From the Multnomah Lawyer: Saving After Graduation: Don’t Let Short-Term Debt Overshadow Long-Term Savings
For most attorneys right out of school, the default thinking is all about paying down student debt. After all, the average law school student loan works out to about $300,000. With such a huge amount looming over one’s head, it is a reasonable assumption that any and all discretionary income should be diverted toward paying down that debt.
However, such action is not always the right way to go. In fact, developing a strategy for long-term savings - along with embracing fiscal discipline – is most often the preferred course of action for young professionals. In other words, the destination for the extra money you have at the end of the month does not have to go exclusively toward paying down debt.

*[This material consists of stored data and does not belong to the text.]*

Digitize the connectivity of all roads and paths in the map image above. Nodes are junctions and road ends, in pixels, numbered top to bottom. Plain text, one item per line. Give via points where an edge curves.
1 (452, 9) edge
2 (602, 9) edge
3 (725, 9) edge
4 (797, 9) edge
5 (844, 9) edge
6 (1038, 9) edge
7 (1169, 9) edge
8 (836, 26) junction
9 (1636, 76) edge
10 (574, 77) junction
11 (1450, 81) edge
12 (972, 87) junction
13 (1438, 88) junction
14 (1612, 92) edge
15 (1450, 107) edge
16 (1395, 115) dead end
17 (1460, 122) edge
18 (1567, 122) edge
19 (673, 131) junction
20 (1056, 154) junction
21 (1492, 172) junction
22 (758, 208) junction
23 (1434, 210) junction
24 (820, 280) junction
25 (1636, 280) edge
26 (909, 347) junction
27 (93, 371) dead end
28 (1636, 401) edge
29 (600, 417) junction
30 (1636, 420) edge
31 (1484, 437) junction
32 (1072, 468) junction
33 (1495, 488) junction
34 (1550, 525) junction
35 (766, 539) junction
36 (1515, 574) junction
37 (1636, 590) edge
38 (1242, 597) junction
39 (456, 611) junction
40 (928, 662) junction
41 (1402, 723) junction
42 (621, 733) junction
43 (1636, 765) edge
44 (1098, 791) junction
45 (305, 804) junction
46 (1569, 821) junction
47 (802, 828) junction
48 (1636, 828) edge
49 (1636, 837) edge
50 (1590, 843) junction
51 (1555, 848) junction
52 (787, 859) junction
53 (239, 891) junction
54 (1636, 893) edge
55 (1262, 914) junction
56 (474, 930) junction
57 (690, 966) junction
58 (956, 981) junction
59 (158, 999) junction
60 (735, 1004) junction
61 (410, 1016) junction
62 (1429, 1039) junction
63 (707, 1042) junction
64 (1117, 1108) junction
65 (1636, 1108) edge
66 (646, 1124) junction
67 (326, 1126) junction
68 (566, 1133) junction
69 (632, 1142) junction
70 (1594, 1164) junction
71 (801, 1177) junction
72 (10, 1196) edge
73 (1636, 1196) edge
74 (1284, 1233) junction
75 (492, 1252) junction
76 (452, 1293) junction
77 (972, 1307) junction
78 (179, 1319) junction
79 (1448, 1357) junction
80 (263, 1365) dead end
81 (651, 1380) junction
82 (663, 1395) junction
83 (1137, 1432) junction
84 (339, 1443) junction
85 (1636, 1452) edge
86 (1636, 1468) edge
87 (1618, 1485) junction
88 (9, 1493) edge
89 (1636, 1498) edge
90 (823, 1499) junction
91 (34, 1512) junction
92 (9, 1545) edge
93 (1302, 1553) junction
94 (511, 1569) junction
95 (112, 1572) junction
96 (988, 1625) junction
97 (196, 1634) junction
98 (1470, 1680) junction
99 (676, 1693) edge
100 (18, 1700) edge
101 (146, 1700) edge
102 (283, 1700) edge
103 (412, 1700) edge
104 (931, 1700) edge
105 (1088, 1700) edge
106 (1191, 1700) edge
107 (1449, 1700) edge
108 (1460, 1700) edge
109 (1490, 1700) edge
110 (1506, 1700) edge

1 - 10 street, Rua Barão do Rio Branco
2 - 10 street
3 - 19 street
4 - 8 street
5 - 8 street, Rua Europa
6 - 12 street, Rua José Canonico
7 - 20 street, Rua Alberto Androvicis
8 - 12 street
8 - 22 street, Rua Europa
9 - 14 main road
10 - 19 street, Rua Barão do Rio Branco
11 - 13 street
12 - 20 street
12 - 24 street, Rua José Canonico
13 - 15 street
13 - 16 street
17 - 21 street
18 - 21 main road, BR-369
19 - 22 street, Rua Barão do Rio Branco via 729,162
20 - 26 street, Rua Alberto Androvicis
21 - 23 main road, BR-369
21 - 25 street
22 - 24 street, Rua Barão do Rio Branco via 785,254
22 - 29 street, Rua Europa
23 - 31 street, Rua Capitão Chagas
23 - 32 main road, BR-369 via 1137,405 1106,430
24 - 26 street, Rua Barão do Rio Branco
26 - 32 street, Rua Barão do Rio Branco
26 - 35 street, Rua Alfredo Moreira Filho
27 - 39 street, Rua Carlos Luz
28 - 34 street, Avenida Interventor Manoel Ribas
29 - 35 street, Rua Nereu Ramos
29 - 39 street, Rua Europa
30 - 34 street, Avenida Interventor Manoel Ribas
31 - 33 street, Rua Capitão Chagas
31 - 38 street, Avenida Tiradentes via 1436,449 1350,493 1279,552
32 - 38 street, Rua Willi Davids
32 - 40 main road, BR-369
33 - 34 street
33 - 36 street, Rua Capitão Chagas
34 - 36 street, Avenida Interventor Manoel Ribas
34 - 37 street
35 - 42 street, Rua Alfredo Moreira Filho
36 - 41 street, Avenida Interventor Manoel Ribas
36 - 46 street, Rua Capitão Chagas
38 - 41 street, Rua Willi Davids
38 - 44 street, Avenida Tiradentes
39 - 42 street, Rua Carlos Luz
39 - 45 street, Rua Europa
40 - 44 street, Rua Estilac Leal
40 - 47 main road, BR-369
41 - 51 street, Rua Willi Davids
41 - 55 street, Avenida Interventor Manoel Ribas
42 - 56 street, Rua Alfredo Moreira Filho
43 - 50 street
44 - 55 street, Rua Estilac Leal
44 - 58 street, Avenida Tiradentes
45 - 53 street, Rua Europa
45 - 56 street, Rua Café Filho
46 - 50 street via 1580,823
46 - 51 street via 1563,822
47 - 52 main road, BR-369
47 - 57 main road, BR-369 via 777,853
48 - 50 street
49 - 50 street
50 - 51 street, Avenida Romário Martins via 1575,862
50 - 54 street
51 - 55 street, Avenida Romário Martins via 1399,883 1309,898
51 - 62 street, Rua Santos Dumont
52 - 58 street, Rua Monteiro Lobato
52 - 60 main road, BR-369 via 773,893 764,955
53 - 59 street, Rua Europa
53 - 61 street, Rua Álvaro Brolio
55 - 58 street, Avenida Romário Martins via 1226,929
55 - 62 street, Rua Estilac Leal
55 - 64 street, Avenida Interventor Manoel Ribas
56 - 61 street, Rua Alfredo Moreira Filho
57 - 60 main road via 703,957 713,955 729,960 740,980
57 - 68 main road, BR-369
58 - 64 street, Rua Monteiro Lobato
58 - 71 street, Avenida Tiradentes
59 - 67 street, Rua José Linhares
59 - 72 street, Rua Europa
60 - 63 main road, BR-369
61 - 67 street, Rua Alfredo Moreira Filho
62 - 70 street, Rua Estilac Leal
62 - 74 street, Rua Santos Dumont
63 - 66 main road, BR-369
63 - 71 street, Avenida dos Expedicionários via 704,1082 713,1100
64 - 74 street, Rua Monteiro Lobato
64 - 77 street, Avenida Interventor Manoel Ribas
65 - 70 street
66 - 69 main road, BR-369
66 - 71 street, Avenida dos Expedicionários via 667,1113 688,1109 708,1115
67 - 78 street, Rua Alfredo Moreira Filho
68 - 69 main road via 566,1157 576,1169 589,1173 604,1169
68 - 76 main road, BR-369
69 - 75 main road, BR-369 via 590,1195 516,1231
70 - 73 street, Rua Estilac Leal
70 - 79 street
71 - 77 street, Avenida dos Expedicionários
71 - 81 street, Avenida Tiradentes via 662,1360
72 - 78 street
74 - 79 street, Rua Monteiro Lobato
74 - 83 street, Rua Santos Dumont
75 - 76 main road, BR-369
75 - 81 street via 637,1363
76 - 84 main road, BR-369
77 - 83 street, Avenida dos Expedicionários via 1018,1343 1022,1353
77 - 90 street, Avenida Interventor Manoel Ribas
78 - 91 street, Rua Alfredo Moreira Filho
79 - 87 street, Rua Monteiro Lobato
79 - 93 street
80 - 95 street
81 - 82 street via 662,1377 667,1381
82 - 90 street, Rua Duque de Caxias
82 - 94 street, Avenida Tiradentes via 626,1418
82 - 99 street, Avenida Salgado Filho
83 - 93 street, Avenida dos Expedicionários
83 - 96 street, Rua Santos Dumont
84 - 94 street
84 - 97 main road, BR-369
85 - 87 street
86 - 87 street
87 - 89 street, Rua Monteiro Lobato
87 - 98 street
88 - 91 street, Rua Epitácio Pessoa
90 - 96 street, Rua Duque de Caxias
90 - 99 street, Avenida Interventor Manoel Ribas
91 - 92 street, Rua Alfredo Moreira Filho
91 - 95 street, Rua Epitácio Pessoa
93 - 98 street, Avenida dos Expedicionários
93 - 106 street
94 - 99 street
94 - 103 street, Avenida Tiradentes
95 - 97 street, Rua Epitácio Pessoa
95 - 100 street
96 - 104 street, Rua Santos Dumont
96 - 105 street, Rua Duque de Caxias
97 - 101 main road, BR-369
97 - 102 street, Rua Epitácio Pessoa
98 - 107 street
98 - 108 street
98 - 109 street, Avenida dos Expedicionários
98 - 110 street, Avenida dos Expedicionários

The transition from living frugally during school to suddenly experiencing the freedom of a sizeable paycheck can often lead to fiscal confusion. As such, it is critical early on in one’s career to find a group of trusted advisors to help set a financial course. A banker, CPA and financial advisor are going to become critical partners throughout one’s career, and much of their valuable counsel is going to center around a savings plan that prepares for the big life goals ahead such as buying a home, kids, buying into a firm and retirement. Additionally, having emergency savings in case of job loss or other factors must be considered.
While much of their counsel will depend on individual circumstances, we find that a common, and very prudent course of action most often prescribed for a young attorney, is to put money in some kind of savings vehicle first, even before sending a check toward the pay down of student debt. Now of course, we are not recommending that one completely forget about that sizeable college loan, far from it. It is an obligation that must be met.
We are simply making the case that the time horizons for your student debt and your career savings plan are much different, with the latter being so much longer and more important long-term than the former. So if one has an extra $200 at the end of the month, it makes sound fiscal sense to devote a majority of that pot of money toward savings and the minority toward paying down student debt. You can structure payments towards student loans to accommodate your income and eventually you will retire the debt. However, the savings you put in place now - no matter how small - will continue to feed your life and career goals in perpetuity.
It’s a cliché, but nevertheless an important statement that all attorneys should heed: “It’s never too early to save for the future.” Paying off your student debt is important, but saving for the future is vital. For most pros, the short-term pain of paying off student loans is greatly eclipsed by the security and prosperity derived from a sound and sustainable lifelong savings plan.